══ Entries provided ══
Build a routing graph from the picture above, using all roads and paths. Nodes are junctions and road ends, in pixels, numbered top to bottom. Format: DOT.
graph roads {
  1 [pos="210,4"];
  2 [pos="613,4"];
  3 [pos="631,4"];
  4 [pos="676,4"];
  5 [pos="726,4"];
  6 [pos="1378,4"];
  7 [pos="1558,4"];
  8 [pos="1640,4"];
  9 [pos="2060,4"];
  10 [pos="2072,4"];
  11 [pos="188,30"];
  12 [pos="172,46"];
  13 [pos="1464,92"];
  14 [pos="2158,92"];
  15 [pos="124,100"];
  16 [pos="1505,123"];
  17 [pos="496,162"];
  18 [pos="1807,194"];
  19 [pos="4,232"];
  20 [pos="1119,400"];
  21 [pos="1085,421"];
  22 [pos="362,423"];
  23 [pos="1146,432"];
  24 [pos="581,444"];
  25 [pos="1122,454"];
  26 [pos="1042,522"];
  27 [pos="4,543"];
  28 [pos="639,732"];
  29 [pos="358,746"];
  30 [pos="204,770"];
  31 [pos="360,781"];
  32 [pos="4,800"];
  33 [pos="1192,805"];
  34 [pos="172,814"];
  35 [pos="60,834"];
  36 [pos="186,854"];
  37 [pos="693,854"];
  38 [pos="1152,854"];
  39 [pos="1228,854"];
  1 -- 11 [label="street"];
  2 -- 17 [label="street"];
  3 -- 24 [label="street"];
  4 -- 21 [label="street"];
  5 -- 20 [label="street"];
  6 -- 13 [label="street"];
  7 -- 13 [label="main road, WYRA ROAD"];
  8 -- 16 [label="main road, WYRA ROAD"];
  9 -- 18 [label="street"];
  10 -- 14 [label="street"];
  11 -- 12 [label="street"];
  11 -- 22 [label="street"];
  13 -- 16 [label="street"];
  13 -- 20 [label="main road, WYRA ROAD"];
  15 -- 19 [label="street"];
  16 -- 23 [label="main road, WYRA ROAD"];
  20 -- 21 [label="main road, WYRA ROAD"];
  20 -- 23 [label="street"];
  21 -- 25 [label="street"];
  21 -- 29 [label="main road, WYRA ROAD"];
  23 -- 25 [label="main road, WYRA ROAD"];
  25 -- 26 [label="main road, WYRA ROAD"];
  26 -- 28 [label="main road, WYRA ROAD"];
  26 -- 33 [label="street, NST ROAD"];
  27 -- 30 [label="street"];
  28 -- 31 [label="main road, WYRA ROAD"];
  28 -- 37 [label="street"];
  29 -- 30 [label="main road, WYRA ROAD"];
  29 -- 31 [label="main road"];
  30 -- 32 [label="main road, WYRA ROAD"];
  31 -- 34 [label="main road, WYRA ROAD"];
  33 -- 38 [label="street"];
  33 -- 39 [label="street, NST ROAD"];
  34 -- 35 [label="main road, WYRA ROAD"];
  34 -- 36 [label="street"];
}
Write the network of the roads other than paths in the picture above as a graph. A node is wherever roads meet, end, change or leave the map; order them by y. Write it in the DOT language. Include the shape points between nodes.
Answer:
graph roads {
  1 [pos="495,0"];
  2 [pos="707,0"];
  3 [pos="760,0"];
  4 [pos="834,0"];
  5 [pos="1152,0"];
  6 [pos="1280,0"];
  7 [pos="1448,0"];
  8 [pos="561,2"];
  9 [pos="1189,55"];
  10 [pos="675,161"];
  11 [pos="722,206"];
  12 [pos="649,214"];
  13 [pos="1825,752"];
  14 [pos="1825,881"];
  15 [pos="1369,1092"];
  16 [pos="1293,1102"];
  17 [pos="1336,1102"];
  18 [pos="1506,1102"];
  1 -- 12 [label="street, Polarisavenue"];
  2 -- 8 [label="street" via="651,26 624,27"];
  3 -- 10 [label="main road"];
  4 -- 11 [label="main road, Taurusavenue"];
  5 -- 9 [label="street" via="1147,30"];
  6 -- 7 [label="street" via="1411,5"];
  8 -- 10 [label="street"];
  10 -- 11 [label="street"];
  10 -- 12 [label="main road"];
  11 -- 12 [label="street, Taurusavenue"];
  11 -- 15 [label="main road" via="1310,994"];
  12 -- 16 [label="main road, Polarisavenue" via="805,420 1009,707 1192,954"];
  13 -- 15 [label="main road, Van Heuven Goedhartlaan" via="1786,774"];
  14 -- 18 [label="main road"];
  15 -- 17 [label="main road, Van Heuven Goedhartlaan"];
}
═══
Task statement: Among the lines of the listing, count those holding the string "Taurusavenue" and reply with the count only.

Solution below: 2